I have a 2004 Forester XT which is fast (beat all 3 $40k sports cars reviewed in the same magazine in 0-60 times), handles great (for a SUV), and has enough cargo space to be quite functional. The AWD system is great in the snow, and it has enough clearance to handle even pretty serious storms... (assuming plows are going anyway).
Sadly Subaru has abandoned the fast, but practical market. No WRX hatch, no turbo Forester, and the Crosstrek is very slow. The CVT is horrid as well.
Model 3 is small, low, and fast. Great as a second car, but not something I'd want as the primary car for a family + dog. I would not want to cross the Sierras in a snow storm with under 6" of clearance.
So the model Y fixes all my issues with the 3. A bit larger (smaller than an X though), a bit more clearance (by the looks anyways), and has generous cargo room. All while being as easy to park/drive as the smaller cars like the model 3.
Tons of capability in a modern car is determined by the traction control system and whether they tune it to stupid proof the handling for snowy roadways or tune it to try its best to make the car put power to the ground no matter what.
Without knowing the temperament of the electronic nannies it is very hard to bench race the off road capability of modern all wheel drive vehicles.
I'd like to see someone actually off road the thing and see what it can't do so you know what its limits are rather than zip around a rally course and sing praise which is what most YouTube reviews do.
This is a really good video of 3 Tesla models on an Alaskan testing ground, and compares nannies off vs. nannies on, along with "normal" vs model 3's "track mode"
The new Ascent will pull 5000 pounds, and it's only 37K pretty much loaded. You'll get 400 miles to a tank and you can pick it up tomorrow. Unfortunately the price point just isn't quite there yet for these things to make it worth the extra cash just yet. Electric is still a luxury good, but I'm hopeful for the future.
Yup - base trim pulls less, but the 37K touring ups the towing considerably.
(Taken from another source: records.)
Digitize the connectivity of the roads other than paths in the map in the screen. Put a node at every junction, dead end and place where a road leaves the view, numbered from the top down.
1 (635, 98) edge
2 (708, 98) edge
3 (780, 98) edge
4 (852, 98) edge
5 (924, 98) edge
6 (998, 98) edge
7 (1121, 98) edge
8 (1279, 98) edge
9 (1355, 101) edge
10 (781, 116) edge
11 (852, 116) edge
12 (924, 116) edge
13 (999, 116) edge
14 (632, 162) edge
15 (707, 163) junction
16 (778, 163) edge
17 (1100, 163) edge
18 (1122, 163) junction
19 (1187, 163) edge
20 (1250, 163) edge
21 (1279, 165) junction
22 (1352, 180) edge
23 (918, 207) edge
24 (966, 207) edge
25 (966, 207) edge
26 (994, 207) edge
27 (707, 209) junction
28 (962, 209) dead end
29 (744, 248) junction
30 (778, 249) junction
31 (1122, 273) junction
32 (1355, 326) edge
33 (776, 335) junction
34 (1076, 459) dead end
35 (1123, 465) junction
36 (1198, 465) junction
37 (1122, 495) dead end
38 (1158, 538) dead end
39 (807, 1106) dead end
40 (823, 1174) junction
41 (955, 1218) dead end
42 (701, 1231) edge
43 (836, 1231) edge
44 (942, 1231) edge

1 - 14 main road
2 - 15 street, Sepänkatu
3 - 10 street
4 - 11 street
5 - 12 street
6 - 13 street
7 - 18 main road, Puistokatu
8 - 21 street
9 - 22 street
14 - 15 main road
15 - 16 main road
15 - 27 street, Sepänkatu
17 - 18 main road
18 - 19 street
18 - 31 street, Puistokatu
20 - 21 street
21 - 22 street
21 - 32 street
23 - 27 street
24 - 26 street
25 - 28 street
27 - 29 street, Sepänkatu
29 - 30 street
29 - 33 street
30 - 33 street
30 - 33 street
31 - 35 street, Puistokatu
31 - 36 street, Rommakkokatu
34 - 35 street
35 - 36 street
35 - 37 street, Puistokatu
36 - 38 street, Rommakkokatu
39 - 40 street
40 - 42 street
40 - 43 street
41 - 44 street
FWIW, I've found CVTs are pretty straightforward for towing things at the right weight while on the road, but admittedly might tow less then a more conventional transmission would get you. I love the gas mileage improvement though. 30+ on the Outback, reliably (highway)
Sadly Subaru has abandoned the fast, but practical market. No WRX hatch, no turbo Forester, and the Crosstrek is very slow. The CVT is horrid as well.
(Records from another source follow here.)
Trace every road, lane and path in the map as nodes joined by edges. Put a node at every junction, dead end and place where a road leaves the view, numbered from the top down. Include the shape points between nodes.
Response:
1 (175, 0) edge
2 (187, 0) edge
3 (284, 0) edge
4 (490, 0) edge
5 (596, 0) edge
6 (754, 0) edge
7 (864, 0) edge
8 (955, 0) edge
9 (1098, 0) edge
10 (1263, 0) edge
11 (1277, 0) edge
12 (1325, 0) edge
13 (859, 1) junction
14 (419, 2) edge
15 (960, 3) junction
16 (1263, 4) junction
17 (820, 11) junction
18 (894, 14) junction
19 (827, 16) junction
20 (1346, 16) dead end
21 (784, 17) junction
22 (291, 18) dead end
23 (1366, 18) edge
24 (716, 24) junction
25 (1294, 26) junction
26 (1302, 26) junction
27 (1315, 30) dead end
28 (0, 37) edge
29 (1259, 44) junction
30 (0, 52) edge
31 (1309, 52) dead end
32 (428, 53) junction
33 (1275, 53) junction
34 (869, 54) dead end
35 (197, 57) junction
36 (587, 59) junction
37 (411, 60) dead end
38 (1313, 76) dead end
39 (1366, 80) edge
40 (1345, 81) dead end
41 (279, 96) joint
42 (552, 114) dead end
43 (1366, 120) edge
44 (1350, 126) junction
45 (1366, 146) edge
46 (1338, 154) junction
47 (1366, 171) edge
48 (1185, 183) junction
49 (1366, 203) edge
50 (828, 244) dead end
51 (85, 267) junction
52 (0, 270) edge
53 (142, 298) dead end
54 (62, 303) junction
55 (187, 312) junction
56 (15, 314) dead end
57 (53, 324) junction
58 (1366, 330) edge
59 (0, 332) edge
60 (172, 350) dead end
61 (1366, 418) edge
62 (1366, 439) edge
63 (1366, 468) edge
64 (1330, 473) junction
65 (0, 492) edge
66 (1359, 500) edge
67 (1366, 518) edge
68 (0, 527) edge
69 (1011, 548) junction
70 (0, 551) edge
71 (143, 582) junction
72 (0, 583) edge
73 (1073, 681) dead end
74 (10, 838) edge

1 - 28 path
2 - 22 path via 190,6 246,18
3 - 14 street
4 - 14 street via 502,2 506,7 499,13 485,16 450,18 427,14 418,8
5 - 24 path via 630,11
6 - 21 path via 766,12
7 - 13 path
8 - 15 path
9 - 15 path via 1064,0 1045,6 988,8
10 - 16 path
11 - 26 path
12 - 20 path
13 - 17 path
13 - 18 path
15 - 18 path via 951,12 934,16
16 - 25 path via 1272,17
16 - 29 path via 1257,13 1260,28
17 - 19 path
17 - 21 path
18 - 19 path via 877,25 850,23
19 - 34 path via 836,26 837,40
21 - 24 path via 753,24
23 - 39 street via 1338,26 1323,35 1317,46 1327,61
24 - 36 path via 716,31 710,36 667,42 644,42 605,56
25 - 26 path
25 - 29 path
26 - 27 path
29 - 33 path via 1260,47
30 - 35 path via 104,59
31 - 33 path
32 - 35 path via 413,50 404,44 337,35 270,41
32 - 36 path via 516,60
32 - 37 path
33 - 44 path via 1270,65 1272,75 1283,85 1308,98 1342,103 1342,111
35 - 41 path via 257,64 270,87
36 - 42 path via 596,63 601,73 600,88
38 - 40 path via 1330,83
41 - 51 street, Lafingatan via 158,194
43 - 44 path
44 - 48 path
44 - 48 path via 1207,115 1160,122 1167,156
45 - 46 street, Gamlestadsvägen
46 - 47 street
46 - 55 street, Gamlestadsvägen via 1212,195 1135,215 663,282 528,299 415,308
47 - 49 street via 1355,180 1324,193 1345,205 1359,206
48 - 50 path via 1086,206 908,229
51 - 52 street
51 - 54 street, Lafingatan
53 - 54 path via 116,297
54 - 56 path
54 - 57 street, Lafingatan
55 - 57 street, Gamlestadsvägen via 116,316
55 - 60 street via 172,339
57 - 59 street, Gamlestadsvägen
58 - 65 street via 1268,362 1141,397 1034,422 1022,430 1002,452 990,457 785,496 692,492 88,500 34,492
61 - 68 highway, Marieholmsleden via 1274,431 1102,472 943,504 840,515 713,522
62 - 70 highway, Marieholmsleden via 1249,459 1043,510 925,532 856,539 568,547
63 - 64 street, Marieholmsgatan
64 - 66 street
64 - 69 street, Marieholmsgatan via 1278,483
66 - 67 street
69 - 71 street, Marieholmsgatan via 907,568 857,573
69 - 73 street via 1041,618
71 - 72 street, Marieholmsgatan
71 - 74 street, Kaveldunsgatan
Model 3 is small, low, and fast. Great as a second car, but not something I'd want as the primary car for a family + dog. I would not want to cross the Sierras in a snow storm with under 6" of clearance.
So the model Y fixes all my issues with the 3. A bit larger (smaller than an X though), a bit more clearance (by the looks anyways), and has generous cargo room. All while being as easy to park/drive as the smaller cars like the model 3.